Did you ever have the experience of taking a glance at a clue or a partial answer, and almost instantly some remarkably obscure word comes to mind--and it's right!?! I had a couple of those with last week's puzzle by Hot and Trazom. Radiologists like our solver Raydoc (Sabers and Bangle's grandfather) have a wonderful term for a recognition like this: "Aunt Minnie." Raydoc studied under Ben Felson, a legendary teacher and one of the doctors who popularized Aunt Minnie.
An Aunt Minnie is a kind of rare case you haven't seen or thought of since you were in school, but snaps into your mind when you see it. It's like recognizing the face or voice of your Aunt Minnie even if you haven't seen her for twenty years. Maybe our friends at the NPL could add that to their glossary. Aunt Minnie can live over there next to the Icelandic Zoo.

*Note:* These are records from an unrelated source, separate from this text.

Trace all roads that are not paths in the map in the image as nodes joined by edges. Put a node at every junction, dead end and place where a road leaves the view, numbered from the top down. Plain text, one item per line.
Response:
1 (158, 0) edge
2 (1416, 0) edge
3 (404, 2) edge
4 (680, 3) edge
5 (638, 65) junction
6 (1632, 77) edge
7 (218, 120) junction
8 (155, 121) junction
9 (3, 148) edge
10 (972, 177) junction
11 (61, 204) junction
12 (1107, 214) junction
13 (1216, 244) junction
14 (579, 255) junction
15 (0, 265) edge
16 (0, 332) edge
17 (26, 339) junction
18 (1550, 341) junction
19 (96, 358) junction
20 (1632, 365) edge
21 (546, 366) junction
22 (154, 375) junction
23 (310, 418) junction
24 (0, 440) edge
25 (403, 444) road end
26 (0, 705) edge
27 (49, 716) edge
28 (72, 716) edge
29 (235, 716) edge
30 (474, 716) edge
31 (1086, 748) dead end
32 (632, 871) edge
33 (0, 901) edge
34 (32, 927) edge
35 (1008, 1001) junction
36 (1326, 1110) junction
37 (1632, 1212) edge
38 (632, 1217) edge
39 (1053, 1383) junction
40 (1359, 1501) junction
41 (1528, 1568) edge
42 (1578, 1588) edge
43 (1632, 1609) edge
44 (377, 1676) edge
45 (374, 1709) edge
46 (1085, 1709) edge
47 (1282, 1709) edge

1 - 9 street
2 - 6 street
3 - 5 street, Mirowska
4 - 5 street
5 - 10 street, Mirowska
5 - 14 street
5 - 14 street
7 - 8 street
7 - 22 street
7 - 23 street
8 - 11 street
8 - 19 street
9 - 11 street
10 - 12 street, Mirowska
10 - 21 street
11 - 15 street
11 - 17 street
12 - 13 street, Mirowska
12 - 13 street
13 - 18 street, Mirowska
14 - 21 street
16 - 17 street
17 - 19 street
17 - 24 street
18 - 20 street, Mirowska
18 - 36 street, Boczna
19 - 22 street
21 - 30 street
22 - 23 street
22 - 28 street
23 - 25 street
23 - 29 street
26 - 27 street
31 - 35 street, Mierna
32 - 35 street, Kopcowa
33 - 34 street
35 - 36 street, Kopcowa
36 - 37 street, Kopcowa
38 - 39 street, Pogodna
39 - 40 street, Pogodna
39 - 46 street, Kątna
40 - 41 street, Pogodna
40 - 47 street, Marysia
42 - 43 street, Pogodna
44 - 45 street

While I'm not a clinical radiologist (though my degree is in MRI and I taught x-ray and MRI physics), I've had a few Aunt Minnie moments in my time. The one I remember most vividly is the structure of diborane. I saw it once in a chemistry textbook when I was a freshman, never paid much attention to it, but I recognized it and its unusual "bridge bonds" when it showed up on my GRE exam.

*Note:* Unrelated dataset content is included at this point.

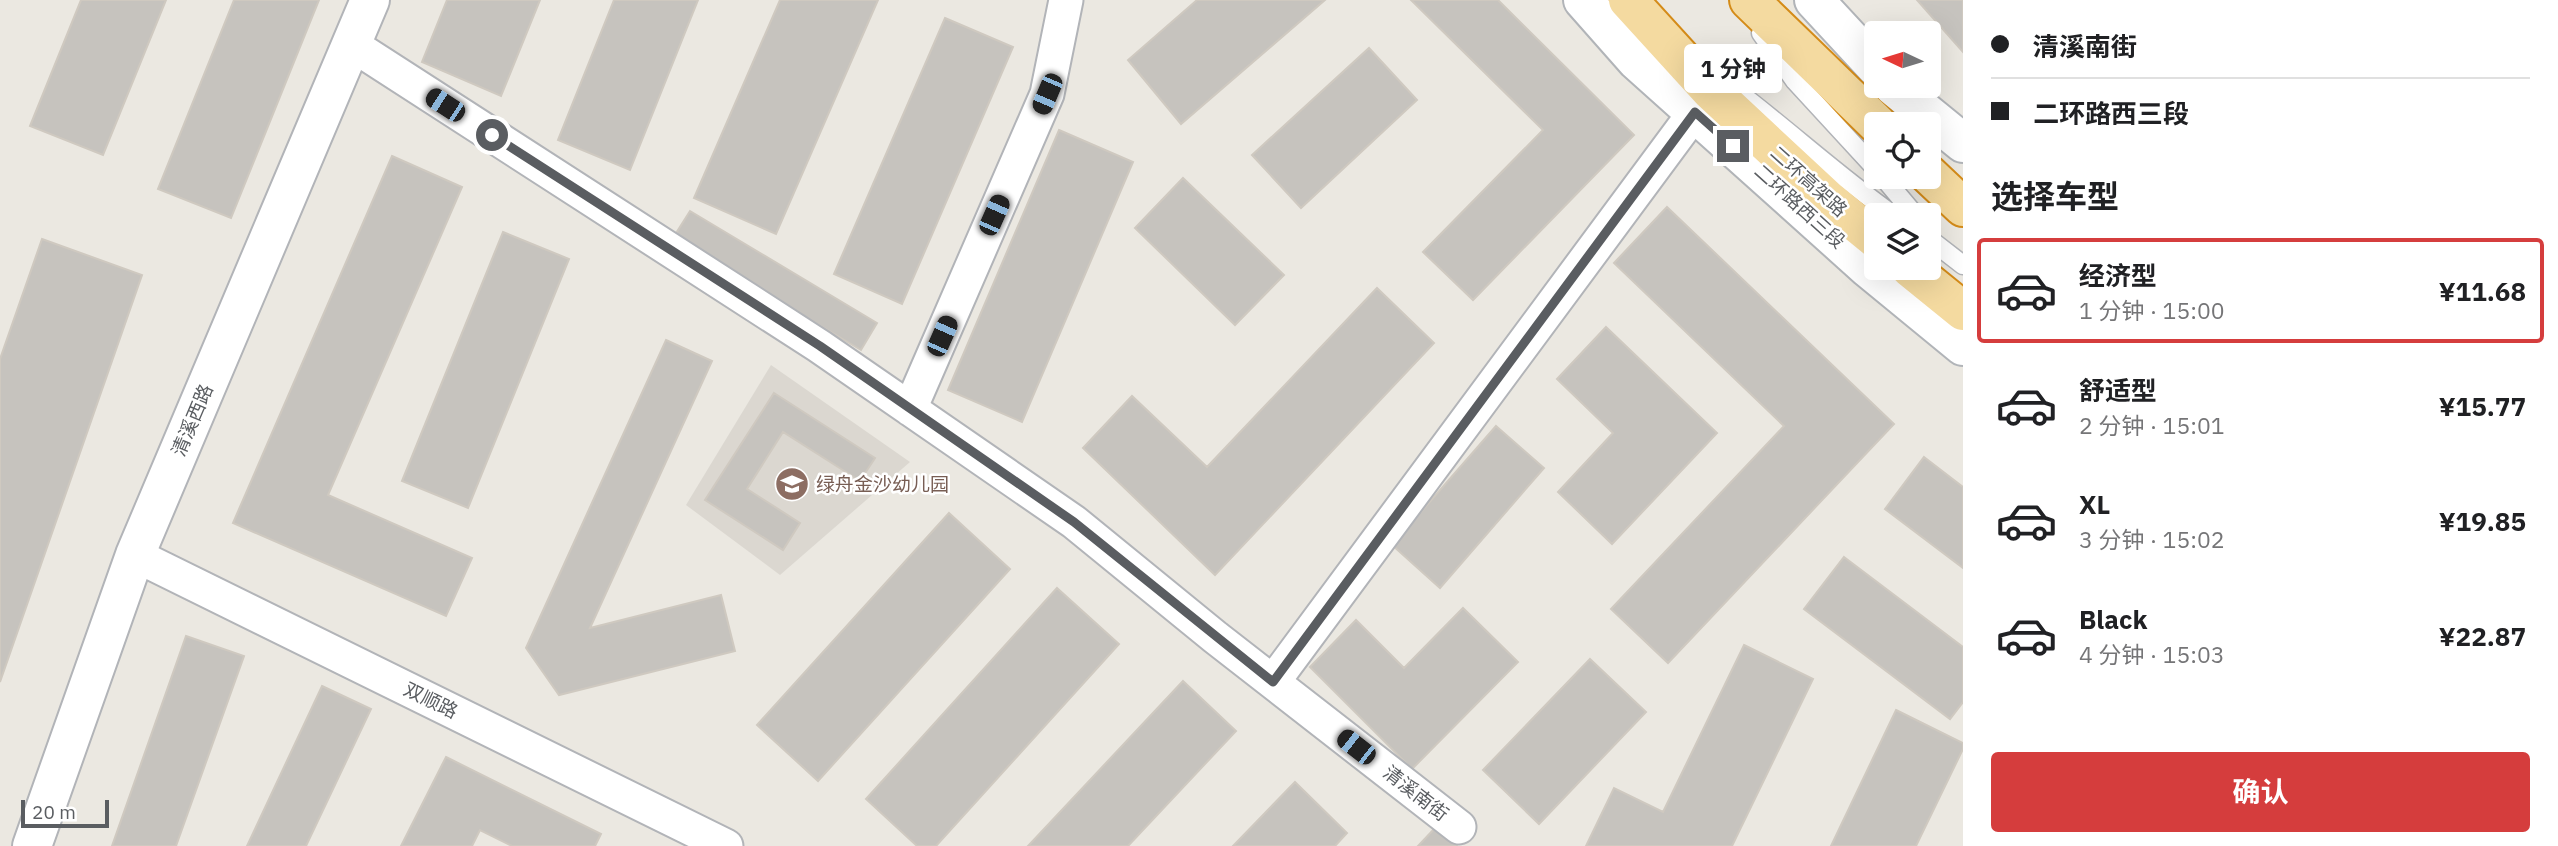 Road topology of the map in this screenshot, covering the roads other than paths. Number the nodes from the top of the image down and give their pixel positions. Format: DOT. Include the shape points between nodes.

So now you know what to say the next time you get amazed by your unexpected powers of recollection.
It's a weekend for variety crosswords today. Variety crosswords (not to be confused with themed crosswords) are the puzzles with straight cluing, but unusual grids. The Wall Street Journal offers us a "Double or Nothing" by Patrick Berry. In this puzzle, logically enough, each space will contain two letters or no letters. Enumerations of the solutions are not given, but you know they all have to have an even number of letters. Another nice feature of these puzzles is that they end up with few black spaces (28 out of 225 in this case) and an impressive looking grid (at least before you start solving and penciling in and erasing...)
The New York Times has (behind the paywall or in your print copy) a spiral variety crossword by Will Shortz. They're pretty easy: finding the puzzle is going to be harder than solving it. There's also a Fred Piscop puzzle, which I assume is a diagramless, sitting there behind the paywall with no date other than "December." I wonder if that will ever actually appear in the print edition.
The regular cryptic crossword by Hex is in the weekend's National Post. Falcon will have solution and commentary for you.